* [Problem statement]: Retype every record exactly. Skip the images.

[Available records Boundary: Start]

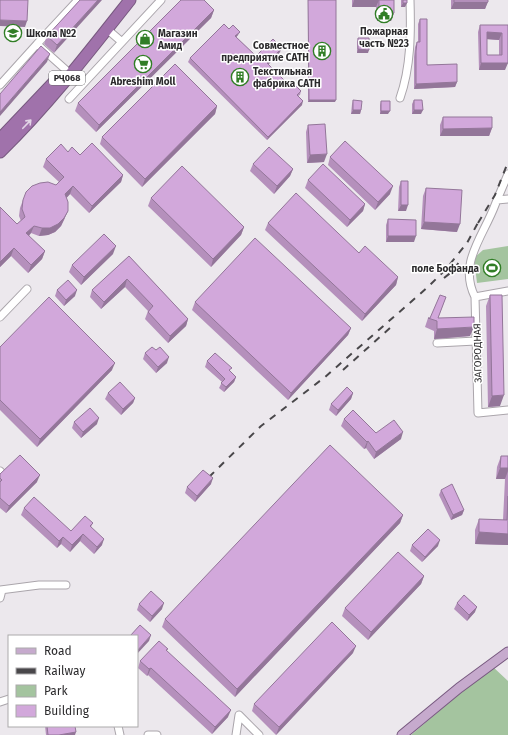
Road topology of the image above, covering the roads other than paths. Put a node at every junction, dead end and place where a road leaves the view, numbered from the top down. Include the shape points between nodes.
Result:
1 (78, 0) edge
2 (123, 0) edge
3 (130, 0) edge
4 (161, 0) edge
5 (410, 0) edge
6 (108, 30) junction
7 (122, 42) junction
8 (37, 44) junction
9 (69, 72) junction
10 (83, 83) junction
11 (0, 86) edge
12 (400, 98) dead end
13 (69, 99) dead end
14 (0, 139) edge
15 (0, 152) edge
16 (508, 174) edge
17 (508, 199) edge
18 (497, 200) junction
19 (27, 289) dead end
20 (508, 291) edge
21 (475, 297) junction
22 (0, 318) edge
23 (476, 341) junction
24 (438, 343) dead end
25 (508, 410) edge
26 (66, 585) dead end
27 (1, 590) edge
28 (0, 598) edge
29 (508, 652) edge
30 (148, 735) edge
31 (157, 735) edge
32 (236, 735) edge
33 (259, 735) edge
34 (402, 735) edge

1 - 8 street
2 - 9 highway, РҶ068
3 - 6 highway, РҶ068
4 - 7 street
5 - 12 street via 411,27 405,83
6 - 7 street
6 - 9 highway, РҶ068
7 - 10 street
8 - 9 street
8 - 11 street
9 - 10 street
9 - 14 highway, РҶ068
15 -> 9 highway, РҶ068 via 33,117
10 - 13 street
16 - 18 street, ЗАГОРОДНАЯ
17 - 18 street
18 - 21 street, ЗАГОРОДНАЯ via 472,252 468,272 469,286
19 - 22 street
20 - 21 street
21 - 23 street, ЗАГОРОДНАЯ
23 - 24 street
23 - 25 street, ЗАГОРОДНАЯ via 478,413
26 - 27 street via 39,585
27 - 28 street
29 - 34 main road
30 - 31 street
32 - 33 street via 240,715

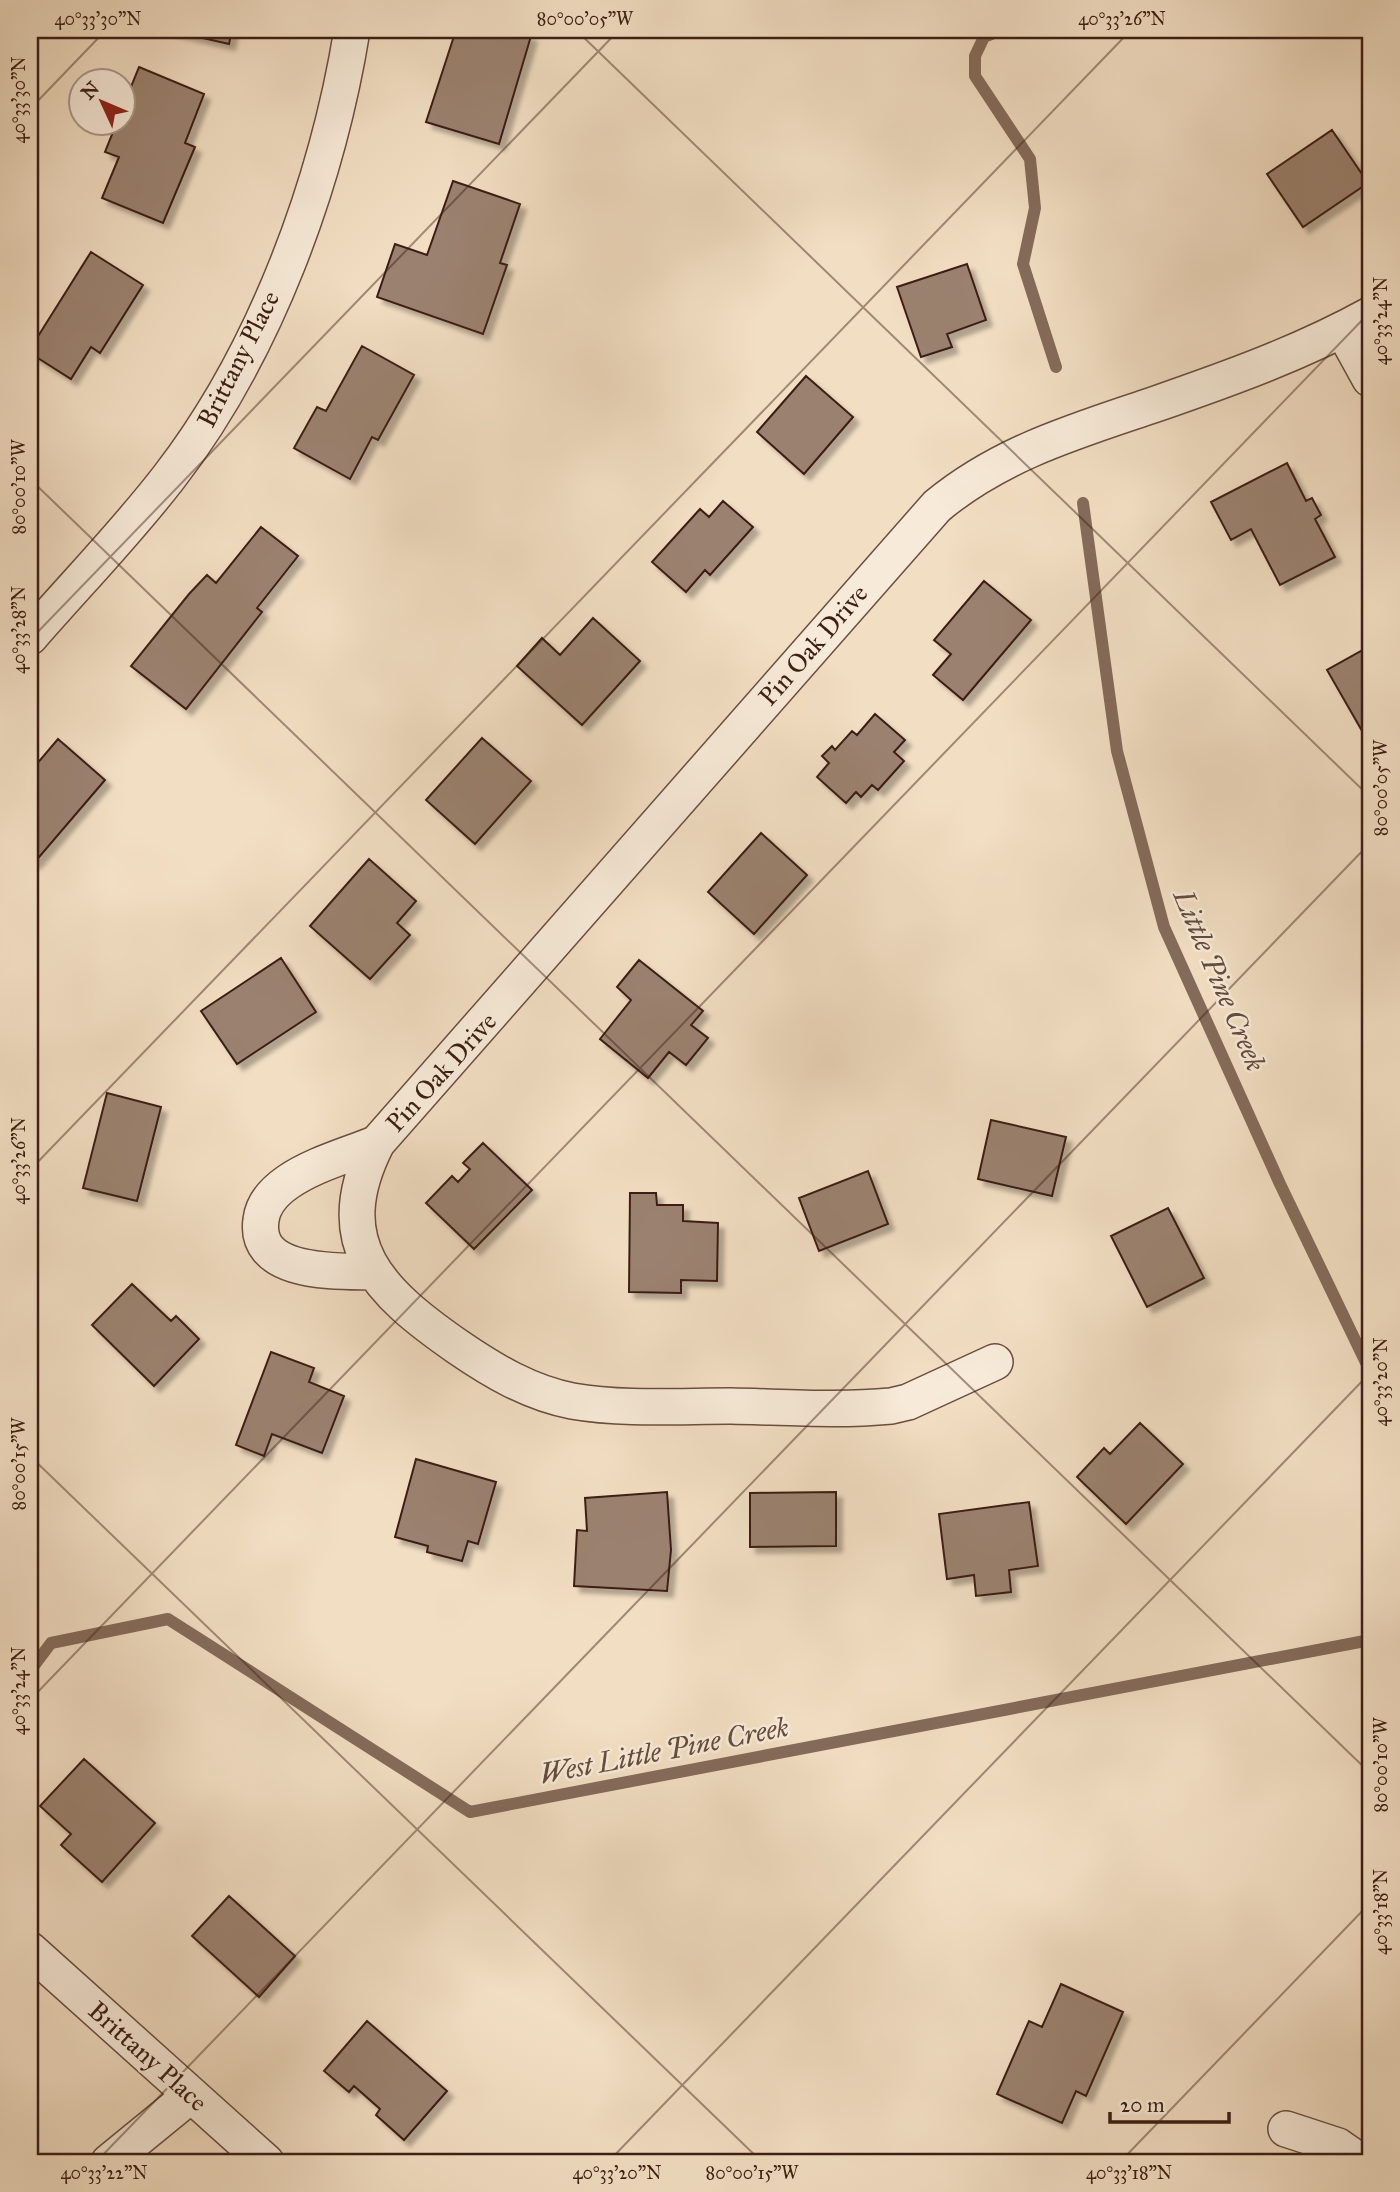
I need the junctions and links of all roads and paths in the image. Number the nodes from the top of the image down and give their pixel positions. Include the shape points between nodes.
1 (352, 30) edge
2 (1357, 322) edge
3 (1370, 379) edge
4 (30, 637) edge
5 (377, 1143) junction
6 (372, 1272) junction
7 (995, 1362) dead end
8 (30, 1950) edge
9 (191, 2095) junction
10 (1286, 2129) dead end
11 (109, 2162) edge
12 (267, 2162) edge
13 (1361, 2162) edge

1 - 4 street, Brittany Place via 316,183 252,341 211,416 168,479
2 - 3 street
2 - 5 street, Pin Oak Drive via 1277,360 1029,448 975,475 937,506
5 - 6 street, Pin Oak Drive via 356,1203
5 - 6 street, Pin Oak Drive via 288,1181 272,1194 259,1231 265,1246 298,1267
6 - 7 street, Pin Oak Drive via 410,1311 487,1366 517,1383 579,1402 891,1406
8 - 9 street, Brittany Place
9 - 11 street
9 - 12 street, Brittany Place
10 - 13 street via 1338,2146

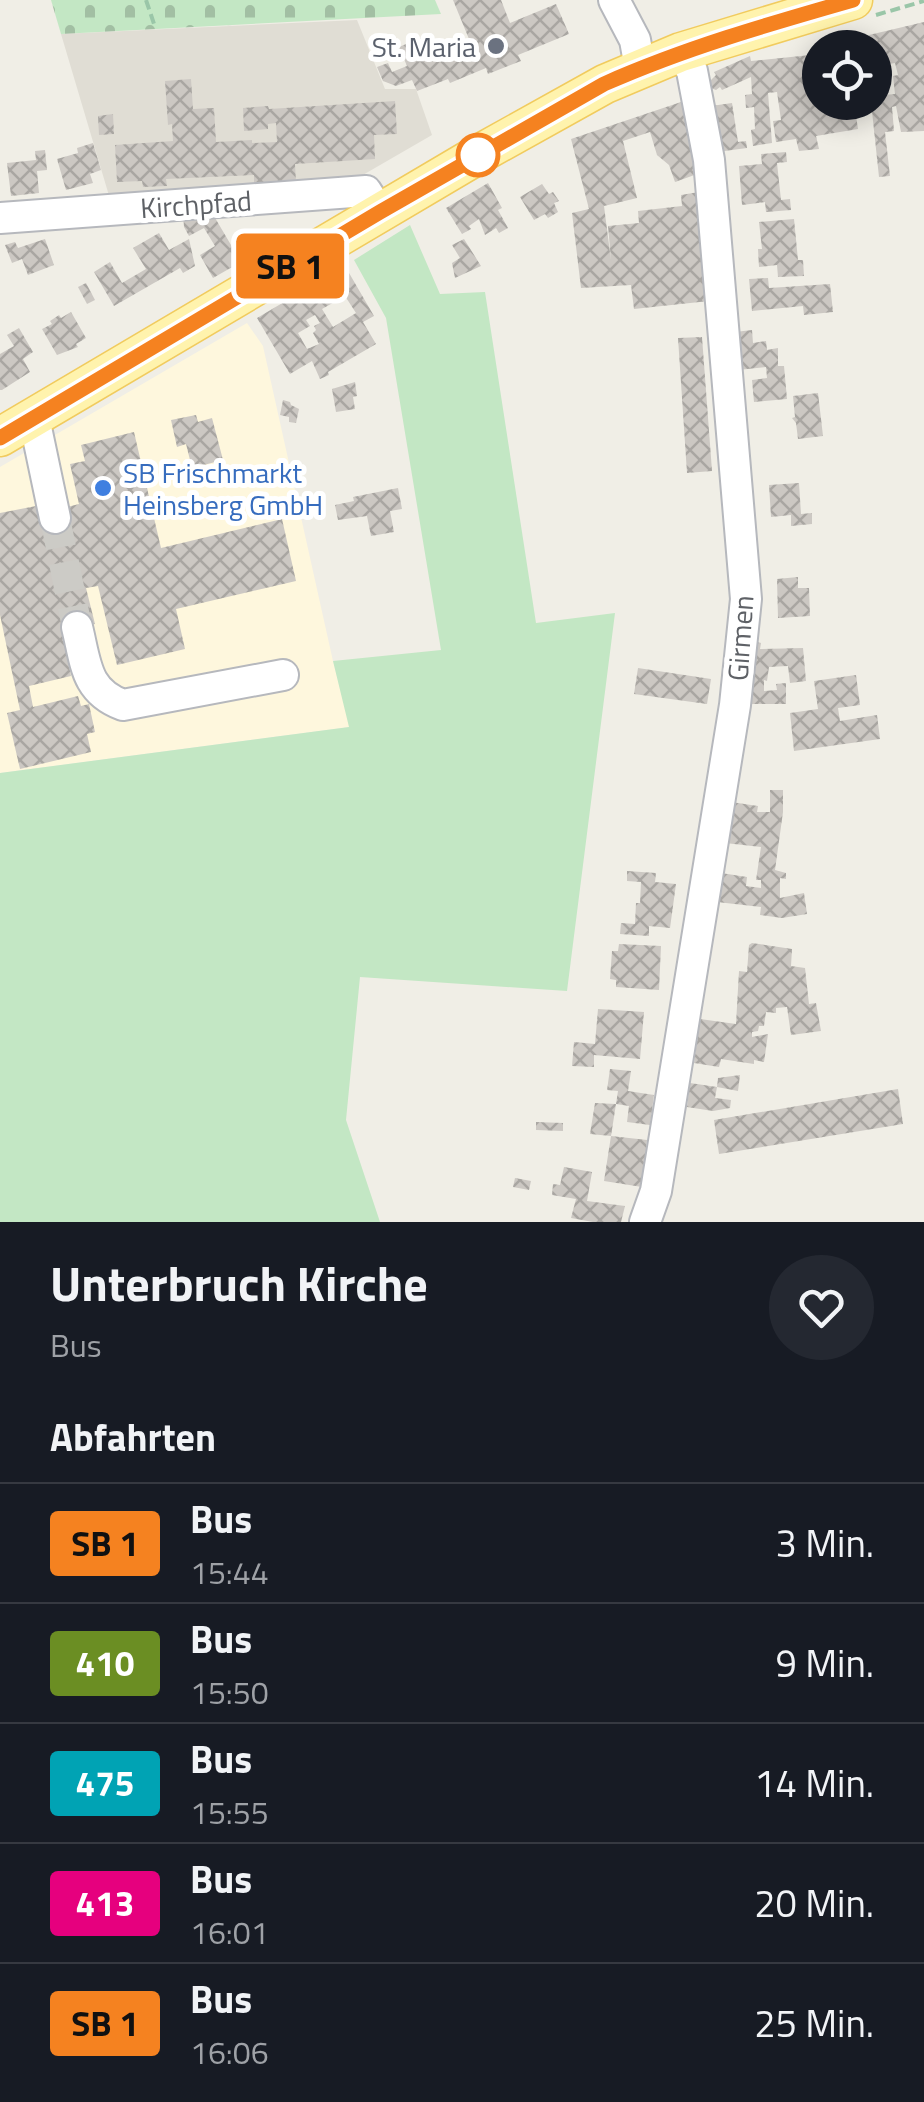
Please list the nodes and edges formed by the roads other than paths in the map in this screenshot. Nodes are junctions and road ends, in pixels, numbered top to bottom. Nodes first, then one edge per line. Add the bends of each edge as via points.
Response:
1 (614, 0) edge
2 (853, 0) edge
3 (681, 52) junction
4 (640, 68) junction
5 (380, 212) junction
6 (0, 218) edge
7 (34, 418) junction
8 (0, 438) edge
9 (54, 518) tunnel mouth
10 (77, 628) tunnel mouth
11 (283, 675) dead end
12 (645, 1222) edge

1 - 4 street via 635,40
2 - 3 main road
3 - 4 main road
3 - 12 street, Girmen via 692,71 709,160 746,599 697,940 656,1190
4 - 5 main road
5 - 6 street, Kirchpfad via 366,191
5 - 7 main road
7 - 8 main road
7 - 9 street
10 - 11 street via 96,690 124,705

[Available records Boundary: End]

* [Response to the exercise]:
Road topology of the image above, covering the roads other than paths. Put a node at every junction, dead end and place where a road leaves the view, numbered from the top down. Include the shape points between nodes.
Result:
1 (78, 0) edge
2 (123, 0) edge
3 (130, 0) edge
4 (161, 0) edge
5 (410, 0) edge
6 (108, 30) junction
7 (122, 42) junction
8 (37, 44) junction
9 (69, 72) junction
10 (83, 83) junction
11 (0, 86) edge
12 (400, 98) dead end
13 (69, 99) dead end
14 (0, 139) edge
15 (0, 152) edge
16 (508, 174) edge
17 (508, 199) edge
18 (497, 200) junction
19 (27, 289) dead end
20 (508, 291) edge
21 (475, 297) junction
22 (0, 318) edge
23 (476, 341) junction
24 (438, 343) dead end
25 (508, 410) edge
26 (66, 585) dead end
27 (1, 590) edge
28 (0, 598) edge
29 (508, 652) edge
30 (148, 735) edge
31 (157, 735) edge
32 (236, 735) edge
33 (259, 735) edge
34 (402, 735) edge

1 - 8 street
2 - 9 highway, РҶ068
3 - 6 highway, РҶ068
4 - 7 street
5 - 12 street via 411,27 405,83
6 - 7 street
6 - 9 highway, РҶ068
7 - 10 street
8 - 9 street
8 - 11 street
9 - 10 street
9 - 14 highway, РҶ068
15 -> 9 highway, РҶ068 via 33,117
10 - 13 street
16 - 18 street, ЗАГОРОДНАЯ
17 - 18 street
18 - 21 street, ЗАГОРОДНАЯ via 472,252 468,272 469,286
19 - 22 street
20 - 21 street
21 - 23 street, ЗАГОРОДНАЯ
23 - 24 street
23 - 25 street, ЗАГОРОДНАЯ via 478,413
26 - 27 street via 39,585
27 - 28 street
29 - 34 main road
30 - 31 street
32 - 33 street via 240,715

I need the junctions and links of all roads and paths in the image. Number the nodes from the top of the image down and give their pixel positions. Include the shape points between nodes.
1 (352, 30) edge
2 (1357, 322) edge
3 (1370, 379) edge
4 (30, 637) edge
5 (377, 1143) junction
6 (372, 1272) junction
7 (995, 1362) dead end
8 (30, 1950) edge
9 (191, 2095) junction
10 (1286, 2129) dead end
11 (109, 2162) edge
12 (267, 2162) edge
13 (1361, 2162) edge

1 - 4 street, Brittany Place via 316,183 252,341 211,416 168,479
2 - 3 street
2 - 5 street, Pin Oak Drive via 1277,360 1029,448 975,475 937,506
5 - 6 street, Pin Oak Drive via 356,1203
5 - 6 street, Pin Oak Drive via 288,1181 272,1194 259,1231 265,1246 298,1267
6 - 7 street, Pin Oak Drive via 410,1311 487,1366 517,1383 579,1402 891,1406
8 - 9 street, Brittany Place
9 - 11 street
9 - 12 street, Brittany Place
10 - 13 street via 1338,2146

Please list the nodes and edges formed by the roads other than paths in the map in this screenshot. Nodes are junctions and road ends, in pixels, numbered top to bottom. Nodes first, then one edge per line. Add the bends of each edge as via points.
Response:
1 (614, 0) edge
2 (853, 0) edge
3 (681, 52) junction
4 (640, 68) junction
5 (380, 212) junction
6 (0, 218) edge
7 (34, 418) junction
8 (0, 438) edge
9 (54, 518) tunnel mouth
10 (77, 628) tunnel mouth
11 (283, 675) dead end
12 (645, 1222) edge

1 - 4 street via 635,40
2 - 3 main road
3 - 4 main road
3 - 12 street, Girmen via 692,71 709,160 746,599 697,940 656,1190
4 - 5 main road
5 - 6 street, Kirchpfad via 366,191
5 - 7 main road
7 - 8 main road
7 - 9 street
10 - 11 street via 96,690 124,705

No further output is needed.